Task goal
Exclude all pictures, then restate the entries below word for word.

Exercise data
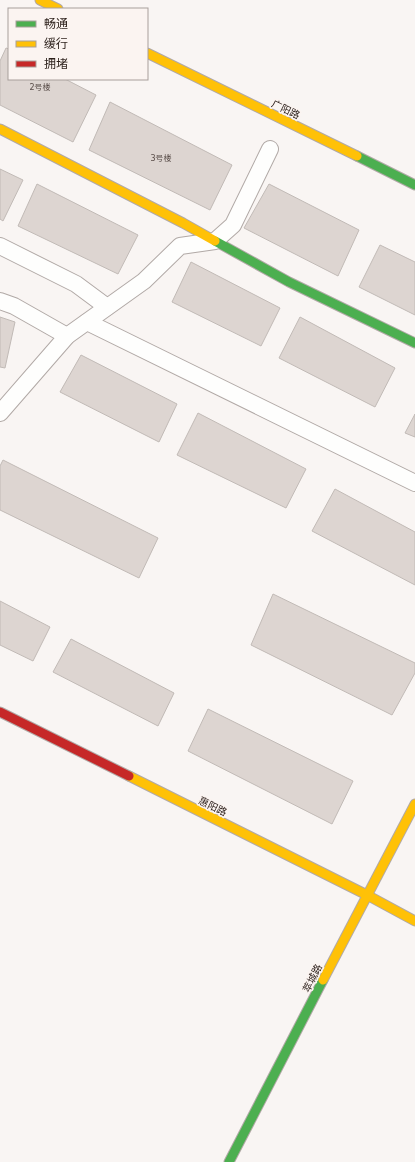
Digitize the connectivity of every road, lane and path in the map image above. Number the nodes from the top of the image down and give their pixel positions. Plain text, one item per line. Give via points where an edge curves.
1 (40, 0) edge
2 (56, 8) edge
3 (148, 53) edge
4 (0, 130) edge
5 (270, 149) dead end
6 (415, 185) edge
7 (215, 241) junction
8 (0, 246) edge
9 (0, 301) edge
10 (107, 307) junction
11 (87, 322) junction
12 (67, 336) junction
13 (415, 343) edge
14 (3, 405) edge
15 (415, 483) edge
16 (0, 712) edge
17 (415, 804) edge
18 (367, 895) junction
19 (415, 921) edge
20 (229, 1162) edge

1 - 2 street
3 - 6 street, 广阳路
4 - 7 street
5 - 7 street via 232,225
7 - 10 street via 180,246 144,281
7 - 13 street via 289,282
8 - 10 street via 76,284
9 - 12 street via 14,306
10 - 11 street
11 - 12 street
11 - 15 street
12 - 14 street
16 - 18 street, 惠阳路
17 - 18 street, 萃城路
18 - 19 street, 惠阳路
18 - 20 street, 萃城路

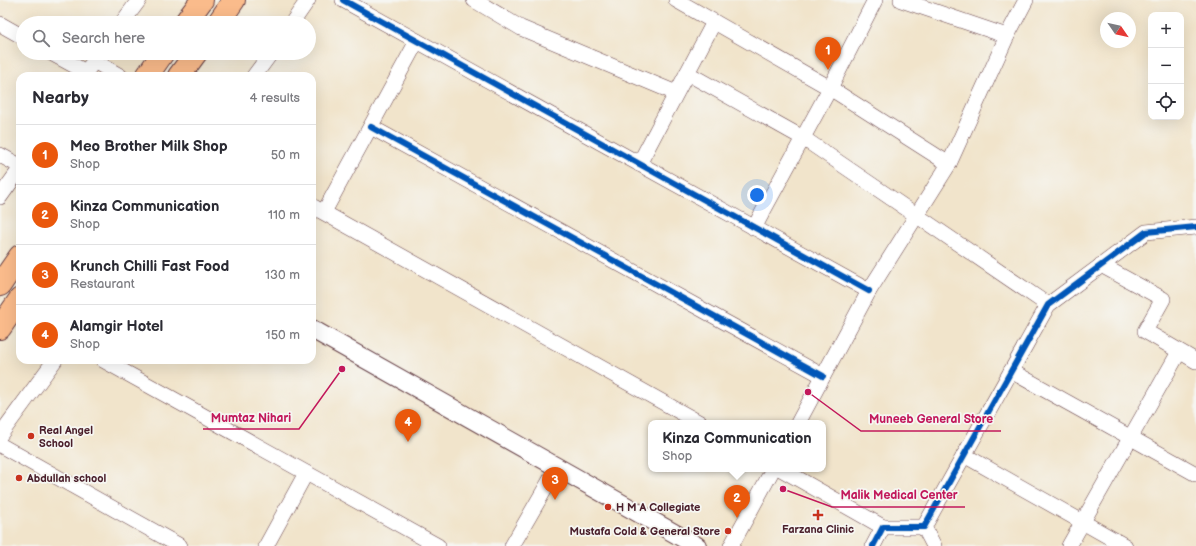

Answer for the task
Digitize the connectivity of every road, lane and path in the map image above. Number the nodes from the top of the image down and give their pixel positions. Plain text, one item per line. Give via points where an edge curves.
1 (40, 0) edge
2 (56, 8) edge
3 (148, 53) edge
4 (0, 130) edge
5 (270, 149) dead end
6 (415, 185) edge
7 (215, 241) junction
8 (0, 246) edge
9 (0, 301) edge
10 (107, 307) junction
11 (87, 322) junction
12 (67, 336) junction
13 (415, 343) edge
14 (3, 405) edge
15 (415, 483) edge
16 (0, 712) edge
17 (415, 804) edge
18 (367, 895) junction
19 (415, 921) edge
20 (229, 1162) edge

1 - 2 street
3 - 6 street, 广阳路
4 - 7 street
5 - 7 street via 232,225
7 - 10 street via 180,246 144,281
7 - 13 street via 289,282
8 - 10 street via 76,284
9 - 12 street via 14,306
10 - 11 street
11 - 12 street
11 - 15 street
12 - 14 street
16 - 18 street, 惠阳路
17 - 18 street, 萃城路
18 - 19 street, 惠阳路
18 - 20 street, 萃城路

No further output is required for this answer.